The result? The economy struggles even more. And, behold, a politician in Washington takes note of the increased struggles and suggests yet another economy-killing government program.
This downward cycle is literally fueling our national decline. These types of government programs have had real results: Where one wage earner in a household made enough for the family to live on in the 1950s, today it takes two wage earners plus a steadily increasing amount of debt for households to pay for a lesser standard of living.
Cause and Effect
Such government programs are touted as real benefits, but the more of them we implement in society, the wider the gap grows between the rich and the rest.
If this new community college program is adopted, the results are predictable:
- The quality of community college education will decrease (just as high schools did when government made them free and ubiquitous)
- More community colleges will be built (requiring tax increases)

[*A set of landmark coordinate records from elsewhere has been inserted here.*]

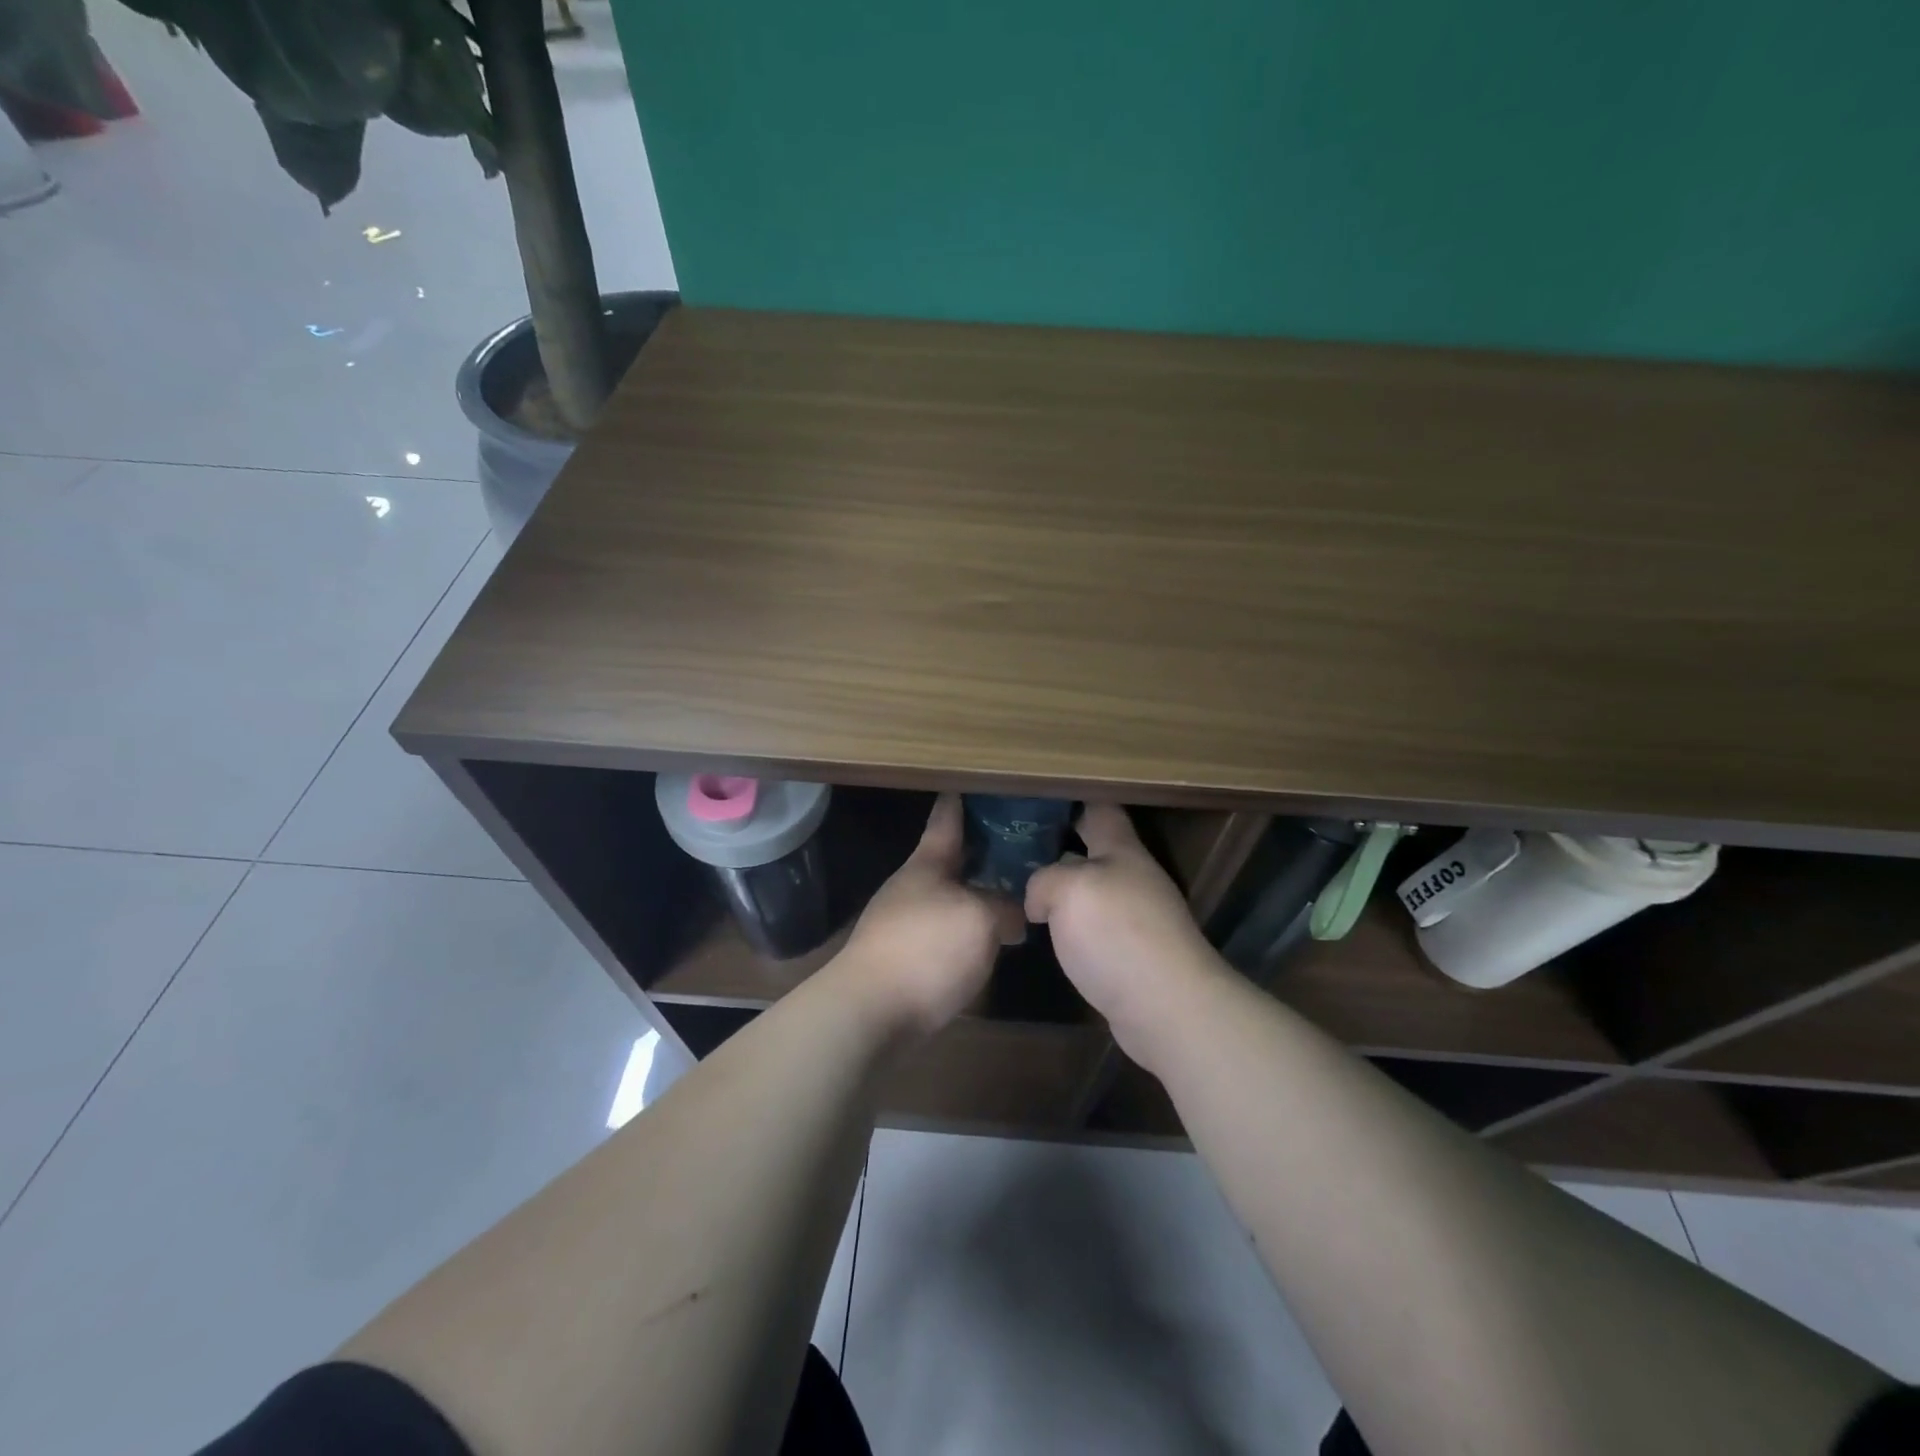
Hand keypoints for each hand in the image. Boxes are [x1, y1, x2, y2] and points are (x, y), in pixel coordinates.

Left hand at [836, 795, 1024, 1037]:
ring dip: (974, 894)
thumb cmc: (926, 949)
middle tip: (1018, 845)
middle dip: (979, 852)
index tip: (971, 783)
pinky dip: (965, 929)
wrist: (870, 1012)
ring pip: (947, 898)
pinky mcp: (902, 959)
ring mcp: (902, 923)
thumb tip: (1013, 918)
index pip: (946, 819)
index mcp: (926, 864)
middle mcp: (911, 887)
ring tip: (1011, 898)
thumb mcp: (980, 920)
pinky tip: (986, 943)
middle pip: (948, 861)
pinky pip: (942, 931)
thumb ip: (1004, 909)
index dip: (960, 801)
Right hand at [1026, 803, 1226, 1067]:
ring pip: (1092, 890)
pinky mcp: (1132, 955)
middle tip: (1015, 845)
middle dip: (1060, 844)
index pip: (1100, 809)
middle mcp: (1133, 878)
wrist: (1167, 1007)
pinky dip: (1071, 925)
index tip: (1039, 796)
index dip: (1073, 799)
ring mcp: (1137, 918)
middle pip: (1095, 849)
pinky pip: (1094, 927)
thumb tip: (1039, 899)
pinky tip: (1047, 934)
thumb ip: (1045, 880)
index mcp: (1122, 850)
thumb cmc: (1118, 934)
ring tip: (1021, 888)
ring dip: (1063, 888)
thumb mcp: (1068, 890)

- Fewer educational entrepreneurs will offer true educational innovations
- More people will get two years of college
- Two years of college will become much less beneficial
- More young adults will live in their parent’s basement—for longer
- S. citizens will lose more jobs to international competitors
- The U.S. standard of living will further decline
- There will be a few good community colleges, and a lot more poor ones, and national leaders will talk incessantly about “solving the community college crisis”
- The quality of education in most high schools (not just community colleges) will further decrease
“But how can you say these things?” the proponents of the new program will ask. “More jobs today require some college education, so how can free community college be anything but a great plan?”
Actually, more jobs require a higher level of education. But calling it “college education” is just labeling. The level and quality of education students received in four years of high school in 1930 or 1953 was higher than nearly all college juniors have today.
Why did high school education decline? Mostly because of the many government programs that got in the way of market forces and educational quality.
So why are we proposing more of them? We shouldn’t be.
Part II: The Real Issue
But let’s go deeper into college education. Specifically, let’s deal with the real issue. The true concern. It is right in front of us, but only a few people are talking about it. This is vitally important.
Sometimes our most common beliefs in society turn out to be wrong, or at least different from the reality. For example, a lot of young people today are told that the key to a successful life is a good career, and the way to ensure a good career is getting into a good college, picking the right major, and getting good grades.
Many high school and even elementary students busily study each night to prepare for the SATs and such life success—based on this oft-repeated promise. They spend years sure that good grades will lead to promotions, wealth and status.
But the truth is often very different. A report from the Chronicle of Higher Education showed the reality of what employers look for when hiring:
- “Health care companies care most about your major”
- “White-collar companies care the most about your GPA”
- “Media and communication companies are gaga for internships and…indifferent toward your classes”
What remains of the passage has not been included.